My experience was that in practice all that mapped-out world of most social mu*s was largely ignored by players; they'd all end up in a few gathering spots, or in private spaces disconnected from the main map, open only to their owners and people they teleported in.
MUDs are a low-tech version of what I'm describing. It relies on other people being available and generally leverages the usual tropes with repetitive killing-based gameplay.
LLMs are limited today, but one day they may be able to provide the well-paced narrative you're talking about. The LLM would be a skilled fiction writer that would introduce interesting events as I explore the world.
If I decide to go to a bar and talk to random strangers, it could give me interesting life stories to listen without any action. But, suddenly, a mysterious man walks in, gives me a sealed envelope and departs without saying a word... What is in the envelope?
You can do this with regard to a MUD too, but typically out of character
and not every MUD would allow OOC chatting within the game world, as that
is disruptive to those players who seek immersion.
It seems to me as if you may not have found a good roleplaying MUD back when
you played MUDs. You may be missing out on that experience. I retired from
playing MUDs about 11 years ago permanently, but the in-world roleplay was
the only thing that was interesting to me since it was the creation of a
unique storyline potentially involving many other playercharacters.
I think I just don't really vibe with roleplaying in realtime with other humans, to be honest. I grew up trying to play tabletop RPGs (my dad was a DM and used D&D mechanics as a way to make storytime more engaging), but while I really enjoyed making up characters, I never had much fun actually doing a campaign.
The thing I love about computer games is that I can go through them at my own pace, pause whenever I like, hang around looking at a cool visual, go back to an old save and try something different, whatever. Multiplayer takes all that freedom away because everything has to progress on somebody else's timetable, which isn't as fun for me. Nowadays being expected to perform on a time limit just reminds me of work, which is the last thing I want when I'm playing a game.

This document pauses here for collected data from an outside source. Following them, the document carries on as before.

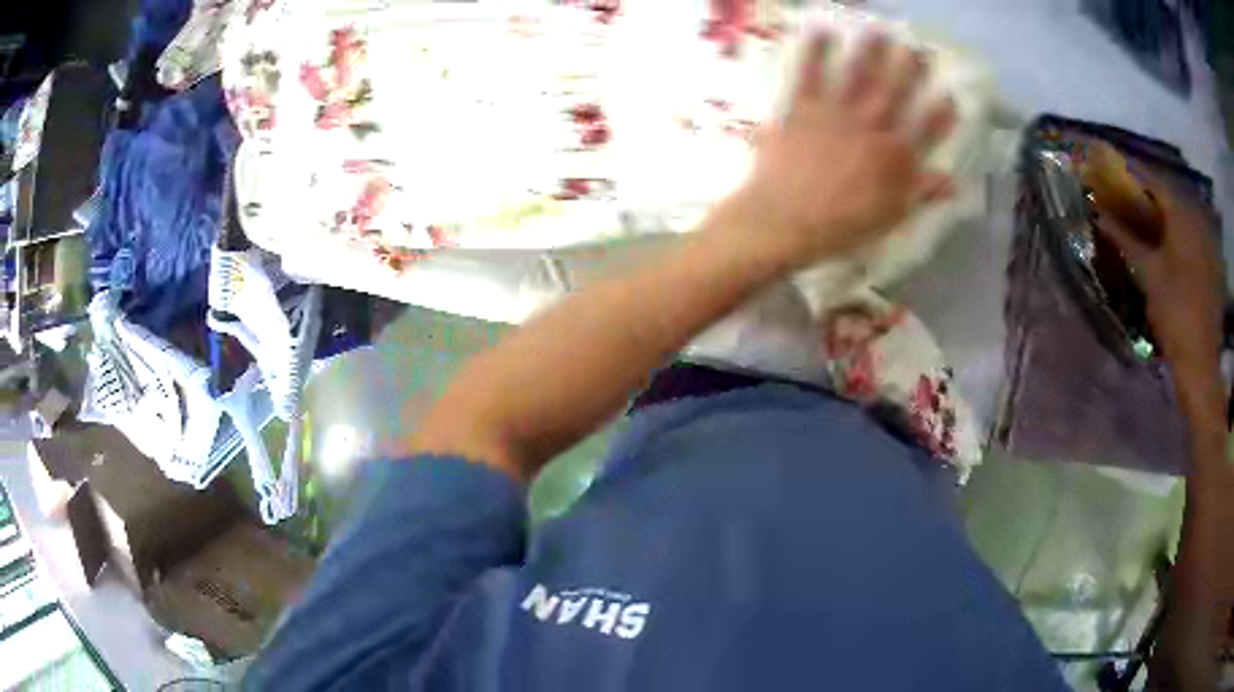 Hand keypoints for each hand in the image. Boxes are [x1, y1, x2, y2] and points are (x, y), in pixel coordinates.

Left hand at [716, 32, 956, 266]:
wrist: (786, 220)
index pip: (925, 130)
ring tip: (877, 30)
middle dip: (907, 68)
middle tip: (916, 47)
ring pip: (858, 75)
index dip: (940, 113)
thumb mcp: (891, 216)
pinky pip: (809, 74)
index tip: (950, 94)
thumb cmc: (842, 226)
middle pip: (895, 92)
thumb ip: (922, 193)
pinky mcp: (802, 107)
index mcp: (894, 156)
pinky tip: (820, 31)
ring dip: (869, 51)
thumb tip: (954, 182)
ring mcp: (836, 113)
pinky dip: (814, 52)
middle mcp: (871, 127)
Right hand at [1093, 172, 1225, 385]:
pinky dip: (1172, 228)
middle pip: (1166, 192)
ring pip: (1178, 212)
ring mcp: (1205, 241)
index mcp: (1181, 215)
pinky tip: (1162, 237)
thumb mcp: (1148, 275)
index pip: (1151, 178)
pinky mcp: (1209, 261)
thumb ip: (1125, 238)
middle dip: (1143, 188)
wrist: (1201, 363)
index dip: (1128, 168)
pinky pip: (1188, 231)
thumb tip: (1099, 215)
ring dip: (1158, 208)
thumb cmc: (1175, 314)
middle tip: (1122, 188)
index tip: (1108, 160)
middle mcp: (1195, 218)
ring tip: (1140, 211) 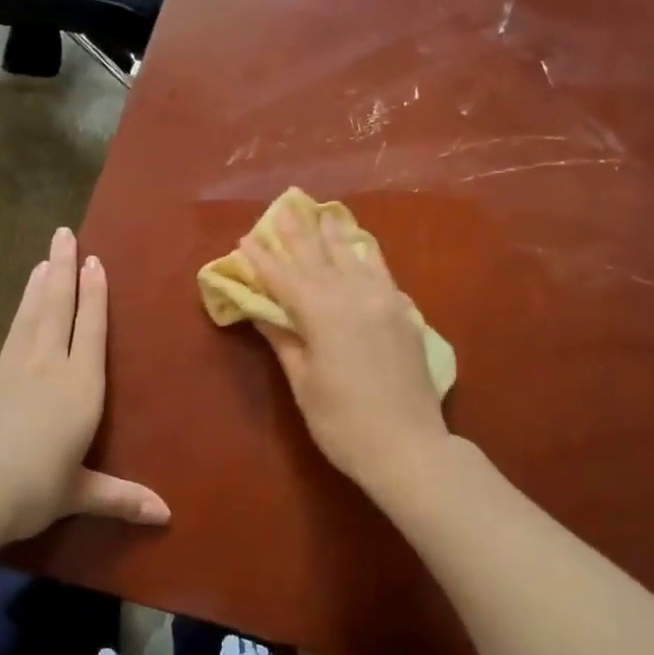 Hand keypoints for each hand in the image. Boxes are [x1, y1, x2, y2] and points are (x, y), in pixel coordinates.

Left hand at [0, 227, 169, 543]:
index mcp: (80, 386)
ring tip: (42, 258)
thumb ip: (122, 497)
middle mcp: (47, 366)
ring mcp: (5, 368)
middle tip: (65, 234)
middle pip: (58, 309)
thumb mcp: (82, 493)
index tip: (95, 261)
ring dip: (34, 287)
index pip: (93, 329)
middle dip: (64, 270)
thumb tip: (167, 516)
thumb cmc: (35, 490)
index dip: (96, 294)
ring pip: (25, 318)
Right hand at [240, 205, 451, 492]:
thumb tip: (262, 312)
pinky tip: (362, 245)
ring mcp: (384, 301)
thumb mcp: (304, 383)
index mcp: (323, 312)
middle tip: (283, 207)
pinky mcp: (404, 314)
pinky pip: (382, 272)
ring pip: (354, 257)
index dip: (263, 259)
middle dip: (298, 234)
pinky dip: (367, 255)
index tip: (246, 238)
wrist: (408, 447)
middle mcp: (354, 295)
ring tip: (322, 213)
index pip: (285, 278)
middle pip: (319, 258)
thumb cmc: (343, 422)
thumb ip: (284, 340)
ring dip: (334, 235) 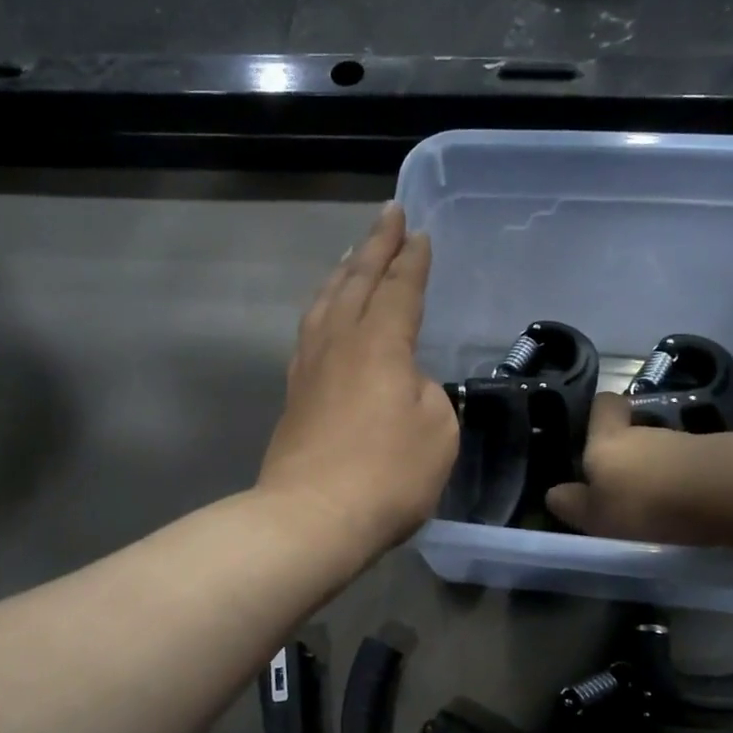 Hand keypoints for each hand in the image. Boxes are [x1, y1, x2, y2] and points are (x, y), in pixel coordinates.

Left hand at [258, 204, 458, 554]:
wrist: (312, 518)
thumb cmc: (387, 474)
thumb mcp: (437, 431)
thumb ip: (427, 394)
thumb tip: (404, 383)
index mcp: (380, 343)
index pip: (400, 289)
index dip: (412, 260)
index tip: (419, 232)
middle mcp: (340, 343)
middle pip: (357, 281)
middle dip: (375, 246)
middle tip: (388, 215)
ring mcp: (310, 368)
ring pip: (325, 303)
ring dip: (342, 273)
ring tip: (351, 254)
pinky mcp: (294, 395)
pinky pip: (310, 332)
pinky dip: (322, 310)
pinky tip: (323, 315)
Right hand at [545, 393, 732, 544]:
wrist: (724, 493)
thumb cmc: (645, 501)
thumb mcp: (595, 514)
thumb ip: (573, 503)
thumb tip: (554, 493)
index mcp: (607, 439)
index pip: (602, 405)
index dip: (599, 413)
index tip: (593, 431)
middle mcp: (644, 431)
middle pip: (632, 431)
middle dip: (626, 453)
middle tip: (620, 484)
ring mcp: (684, 441)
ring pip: (661, 450)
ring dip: (656, 469)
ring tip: (654, 502)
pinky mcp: (716, 457)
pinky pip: (689, 465)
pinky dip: (683, 481)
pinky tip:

It is my understanding that muds (and all the flavors of Mush in particular) can sort-of do it, by letting players create their own story through roleplay, supported by an extremely open (and often player-modifiable) world, as well as good admins / GMs.
That is more like "computer tabletop", however, and doesn't scale beyond a small number of players.

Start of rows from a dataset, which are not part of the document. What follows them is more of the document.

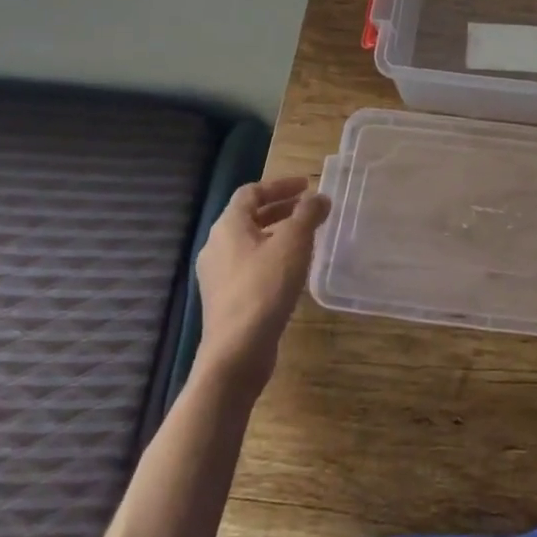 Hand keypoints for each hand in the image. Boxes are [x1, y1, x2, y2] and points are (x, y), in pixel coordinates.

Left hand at [195, 176, 331, 391]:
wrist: (236, 352)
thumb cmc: (265, 287)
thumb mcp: (294, 243)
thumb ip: (308, 214)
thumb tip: (319, 198)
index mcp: (228, 226)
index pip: (251, 192)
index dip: (279, 185)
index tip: (306, 185)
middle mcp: (216, 246)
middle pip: (248, 216)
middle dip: (280, 209)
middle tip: (309, 209)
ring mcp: (217, 275)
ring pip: (249, 242)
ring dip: (277, 233)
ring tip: (305, 238)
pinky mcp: (225, 299)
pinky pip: (249, 265)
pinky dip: (271, 257)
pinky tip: (291, 270)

You're on to something. I tried this too, a few months ago, with offline Ollama/Magistral on Mac. "You're a dungeonmaster for a single player adventure game, with me as the player..."
It lost track of things almost immediately. But the foundation was there.
Maybe if we had a MUD-tuned model...
If it has an approximate way to track state, and a "pre-caching" method where it can internally generate an entire town all at once, room by room, so hallucinations are rarer... actually starts to sound like a traditional DM's method of world building for a campaign.
I've never played Avalon but it looks like a better text adventure. I'm not talking about hardcoded or randomized worlds, but truly reactive worlds.
In my experiment with ChatGPT, I was walking around in a museum (that was the scenario) and decided to flirt with a woman who happened to be there. The flirting was something I decided to do on the spot with no prompting from the AI. The woman had just been part of the room description up to that point. But it reacted to this new situation in a semi-realistic way, essentially creating a new "adventure" on the spot. I met her on the next day, brought a gift (and so did she), but then it started hallucinating... :(
It did for a long time, but depending on busy friends makes it so I can't play this whenever I want. My "dream" game is a single-player game I can play as many times I want without having to rely on others.